*** Block opens ***

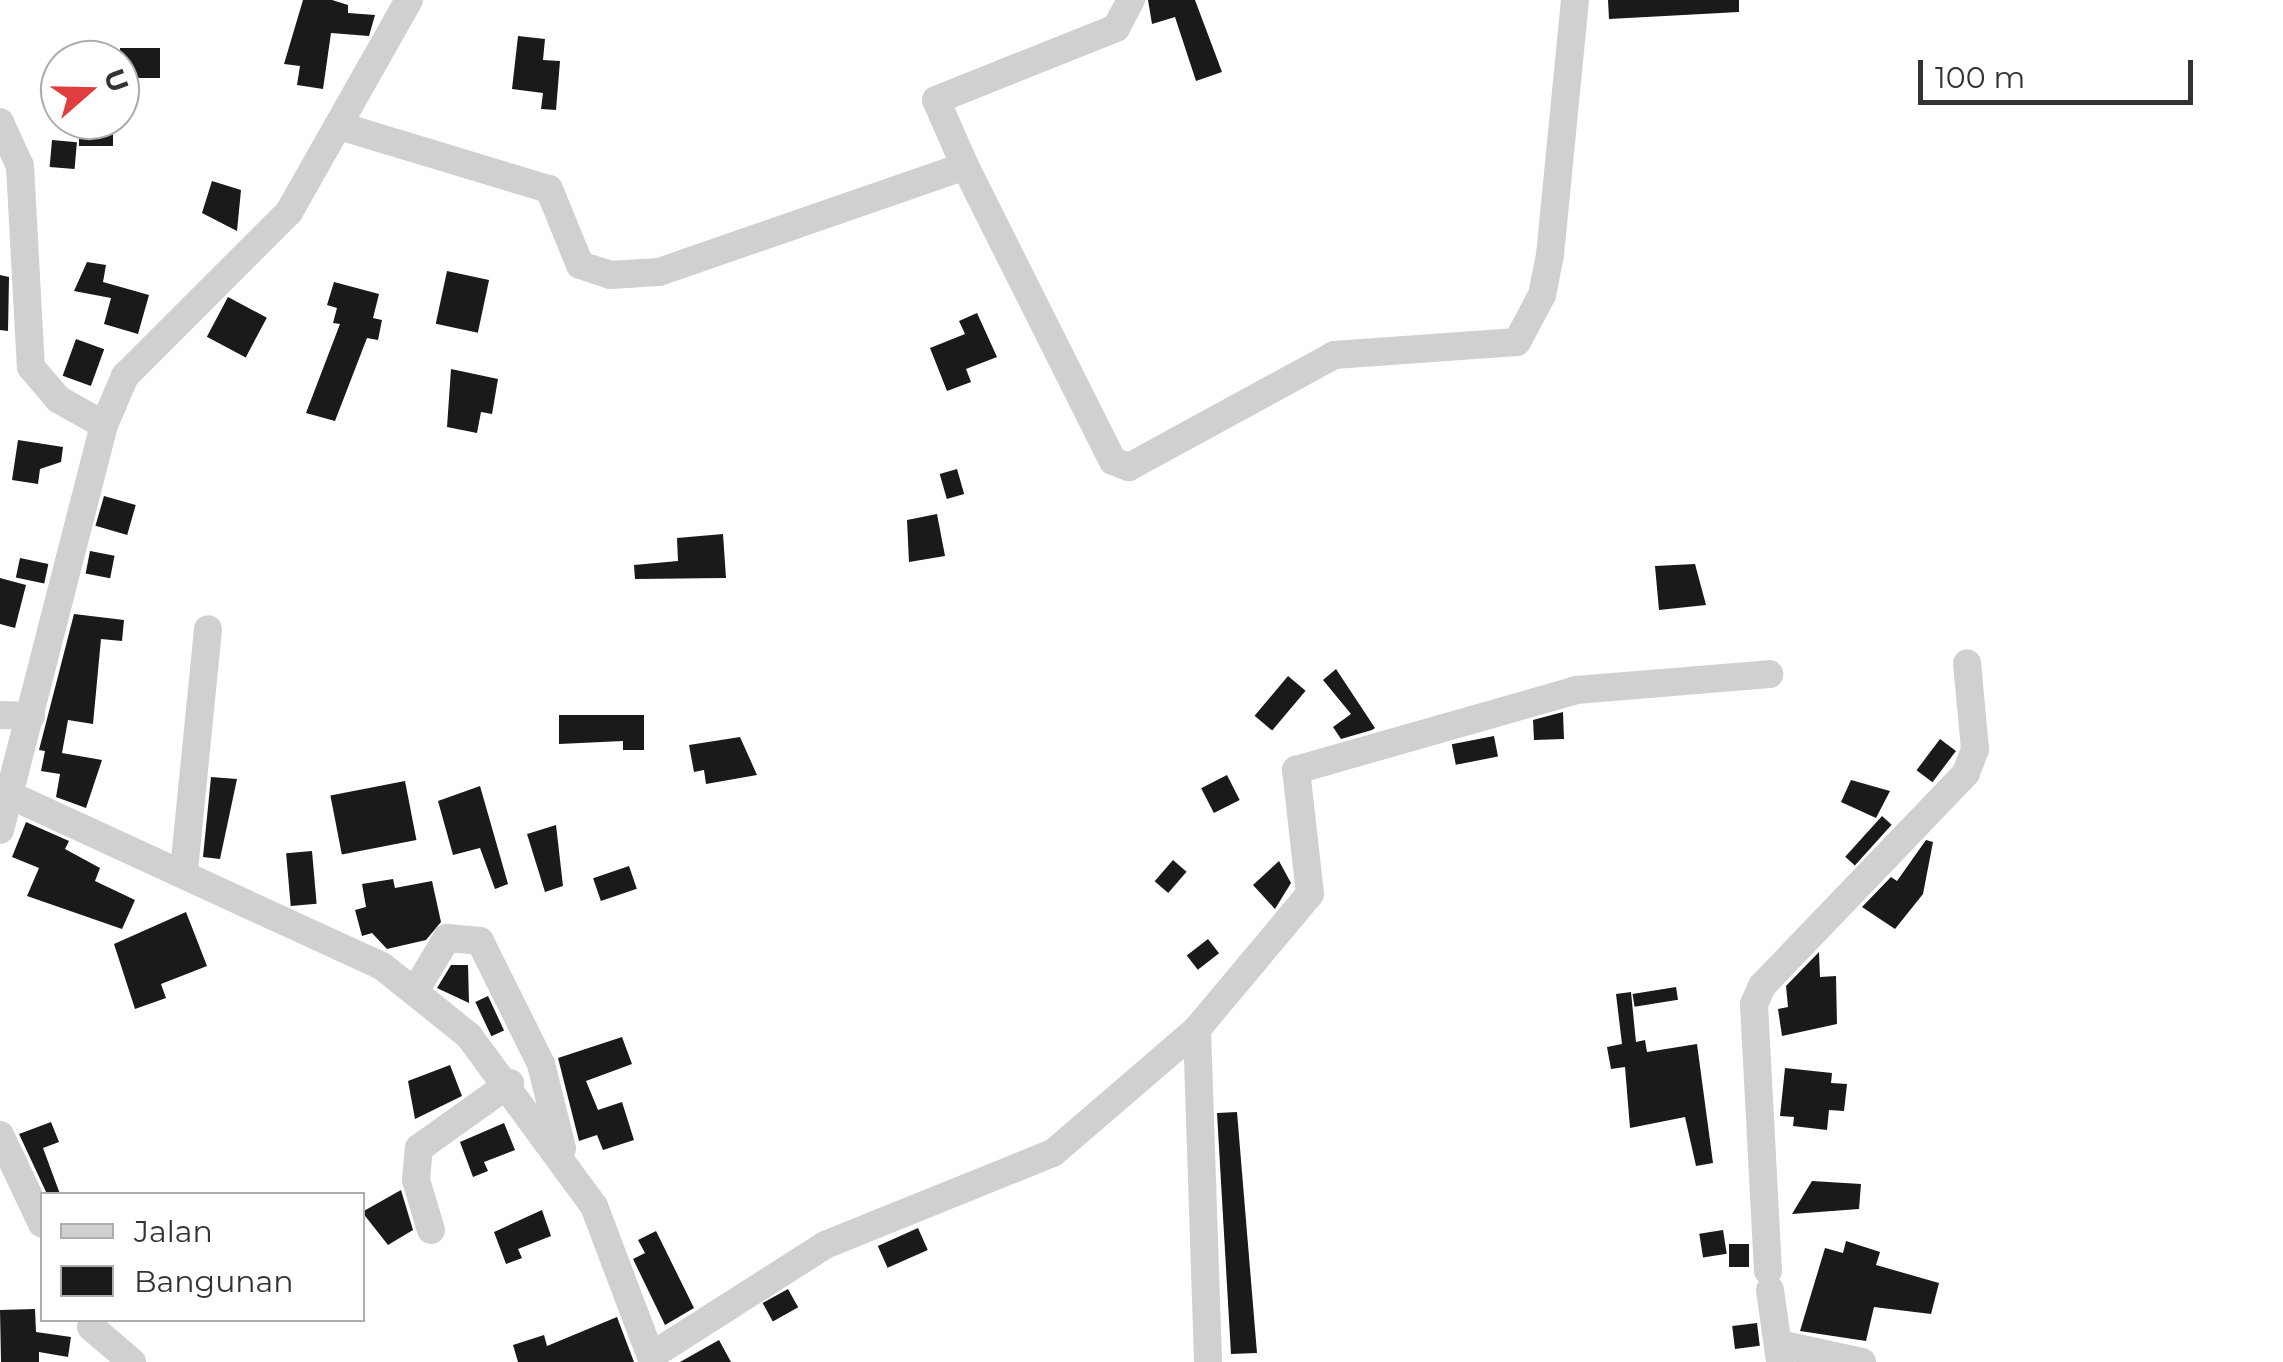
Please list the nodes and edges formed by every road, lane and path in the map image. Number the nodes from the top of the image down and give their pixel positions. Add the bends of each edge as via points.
1 (408, 0) edge
2 (1131, 0) edge
3 (1575, 0) edge
4 (0, 122) edge
5 (343, 127) junction
6 (965, 166) junction
7 (104, 425) junction
8 (208, 629) dead end
9 (1967, 663) dead end
10 (1769, 674) dead end
11 (0, 715) edge
12 (31, 716) junction
13 (12, 796) junction
14 (0, 830) edge
15 (184, 870) junction
16 (414, 991) junction
17 (1197, 1029) junction
18 (510, 1083) junction
19 (0, 1136) edge
20 (563, 1154) junction
21 (40, 1220) edge
22 (431, 1230) dead end
23 (93, 1342) edge
24 (1779, 1353) edge
25 (652, 1359) edge
26 (132, 1362) edge
27 (1208, 1362) edge
28 (1862, 1362) edge

1 - 5 street
2 - 6 street via 1116,28 936,100
3 - 6 street via 1550,255 1542,295 1517,342 1334,355 1129,467 1113,461
4 - 7 street via 20,166 31,366 58,399
5 - 6 street via 550,190 580,265 610,276 682,266
5 - 7 street via 289,212 145,348
7 - 12 street
8 - 15 street
9 - 24 street via 1975,749 1966,773 1762,986 1754,1004
10 - 17 street via 1576,690 1296,770 1310,894
11 - 12 street
12 - 13 street
13 - 14 street
13 - 15 street
15 - 16 street via 382,966
16 - 18 street
16 - 20 street via 448,938 480,941 541,1064
17 - 25 street via 1053,1153 825,1245
17 - 27 street
18 - 20 street
18 - 22 street via 419,1148 416,1180
19 - 21 street
20 - 25 street via 612,1245
23 - 26 street
24 - 28 street

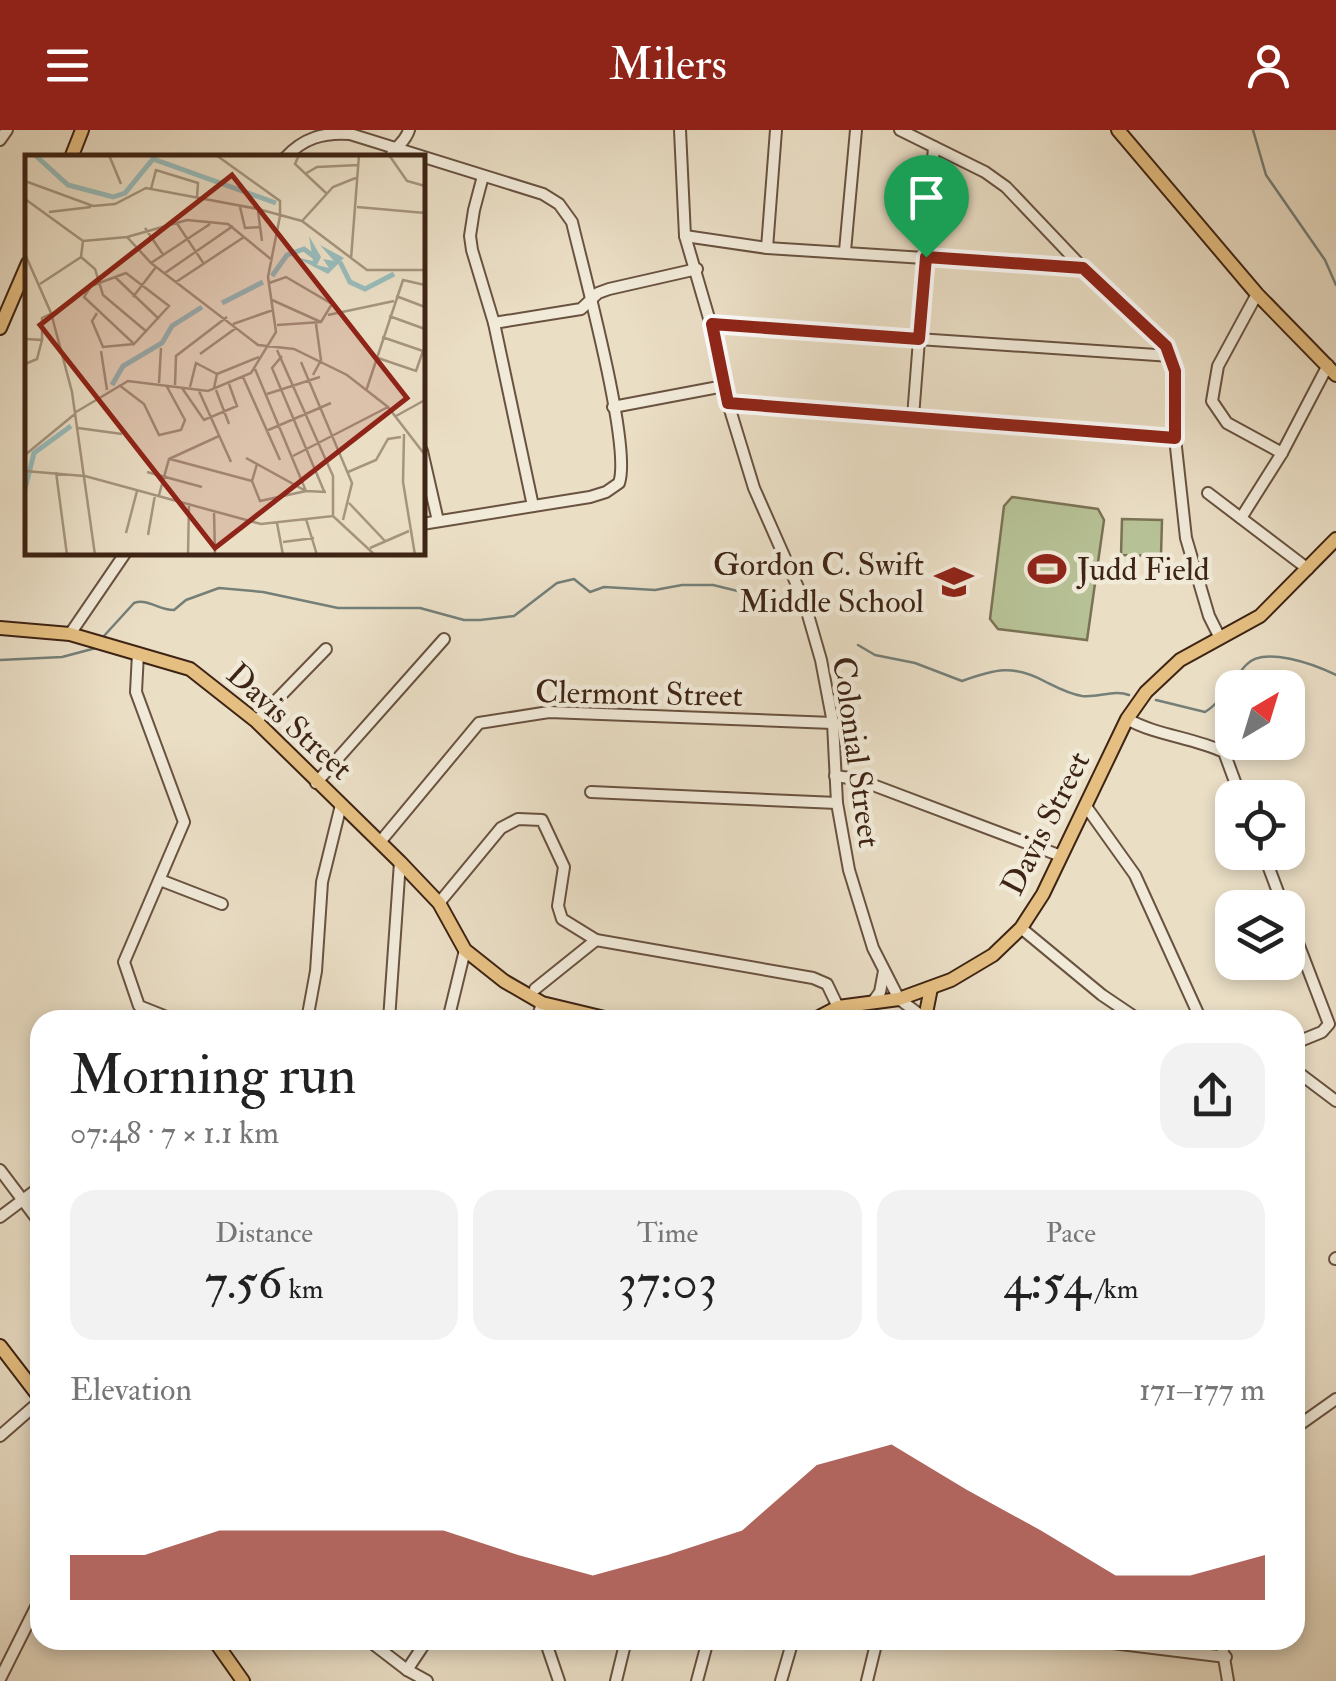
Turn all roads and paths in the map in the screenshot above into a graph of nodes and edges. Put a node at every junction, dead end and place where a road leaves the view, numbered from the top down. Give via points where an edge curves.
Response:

*** Block closes ***

:: TASK REQUIREMENTS ::
Would you quote, exactly and only, the lines from the one containing "Turn all roads" to the end of the entries?

:: FINISHED TASK ::
Turn all roads and paths in the map in the screenshot above into a graph of nodes and edges. Put a node at every junction, dead end and place where a road leaves the view, numbered from the top down. Give via points where an edge curves.
Response:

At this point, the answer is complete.